Exercise details >>
If a line below contains "าคราวน", add it to your tally, then answer with the tally alone.

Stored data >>
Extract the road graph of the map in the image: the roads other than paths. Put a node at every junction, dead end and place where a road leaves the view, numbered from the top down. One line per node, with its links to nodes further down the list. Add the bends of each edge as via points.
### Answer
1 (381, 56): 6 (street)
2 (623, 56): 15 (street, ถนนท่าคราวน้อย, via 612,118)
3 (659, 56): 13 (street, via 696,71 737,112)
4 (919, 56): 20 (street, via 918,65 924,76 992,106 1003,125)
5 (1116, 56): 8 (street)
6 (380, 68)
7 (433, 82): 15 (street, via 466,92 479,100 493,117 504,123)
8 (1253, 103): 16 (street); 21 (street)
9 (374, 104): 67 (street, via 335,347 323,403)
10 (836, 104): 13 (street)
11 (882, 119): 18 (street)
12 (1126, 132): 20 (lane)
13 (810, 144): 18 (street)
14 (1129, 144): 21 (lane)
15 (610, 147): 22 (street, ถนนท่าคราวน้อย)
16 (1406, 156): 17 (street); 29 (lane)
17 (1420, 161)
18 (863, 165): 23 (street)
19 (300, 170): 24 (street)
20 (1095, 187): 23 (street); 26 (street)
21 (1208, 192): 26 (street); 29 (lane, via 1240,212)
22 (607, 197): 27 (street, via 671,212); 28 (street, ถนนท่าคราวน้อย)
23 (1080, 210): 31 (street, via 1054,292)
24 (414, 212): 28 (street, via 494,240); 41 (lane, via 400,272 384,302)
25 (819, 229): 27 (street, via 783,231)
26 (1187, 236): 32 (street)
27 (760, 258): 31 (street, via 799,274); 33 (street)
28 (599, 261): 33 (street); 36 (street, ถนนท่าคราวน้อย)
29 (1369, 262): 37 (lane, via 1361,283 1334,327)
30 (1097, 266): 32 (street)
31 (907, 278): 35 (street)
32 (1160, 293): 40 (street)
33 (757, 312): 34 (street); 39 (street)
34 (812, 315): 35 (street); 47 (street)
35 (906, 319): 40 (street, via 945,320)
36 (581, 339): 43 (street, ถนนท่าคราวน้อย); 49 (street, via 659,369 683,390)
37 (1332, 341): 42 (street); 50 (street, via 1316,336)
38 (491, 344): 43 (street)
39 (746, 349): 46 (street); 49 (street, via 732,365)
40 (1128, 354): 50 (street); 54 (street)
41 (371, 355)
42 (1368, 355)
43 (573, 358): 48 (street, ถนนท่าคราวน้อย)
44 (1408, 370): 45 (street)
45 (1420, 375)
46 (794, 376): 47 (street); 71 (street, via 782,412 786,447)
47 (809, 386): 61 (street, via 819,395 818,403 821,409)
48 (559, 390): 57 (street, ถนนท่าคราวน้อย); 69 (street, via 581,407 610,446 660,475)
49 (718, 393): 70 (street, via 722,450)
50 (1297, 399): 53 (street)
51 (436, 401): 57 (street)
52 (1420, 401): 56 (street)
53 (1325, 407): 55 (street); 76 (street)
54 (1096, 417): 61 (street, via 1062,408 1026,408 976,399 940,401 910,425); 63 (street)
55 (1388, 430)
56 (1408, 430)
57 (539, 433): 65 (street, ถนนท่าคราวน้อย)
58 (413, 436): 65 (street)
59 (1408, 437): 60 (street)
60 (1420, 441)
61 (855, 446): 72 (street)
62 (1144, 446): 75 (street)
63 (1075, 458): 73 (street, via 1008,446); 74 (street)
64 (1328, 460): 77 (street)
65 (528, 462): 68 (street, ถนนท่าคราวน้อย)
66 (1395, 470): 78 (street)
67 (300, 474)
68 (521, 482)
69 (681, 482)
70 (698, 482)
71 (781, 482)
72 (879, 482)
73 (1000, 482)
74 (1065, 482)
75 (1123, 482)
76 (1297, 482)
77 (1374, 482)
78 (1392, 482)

Answer space >>
9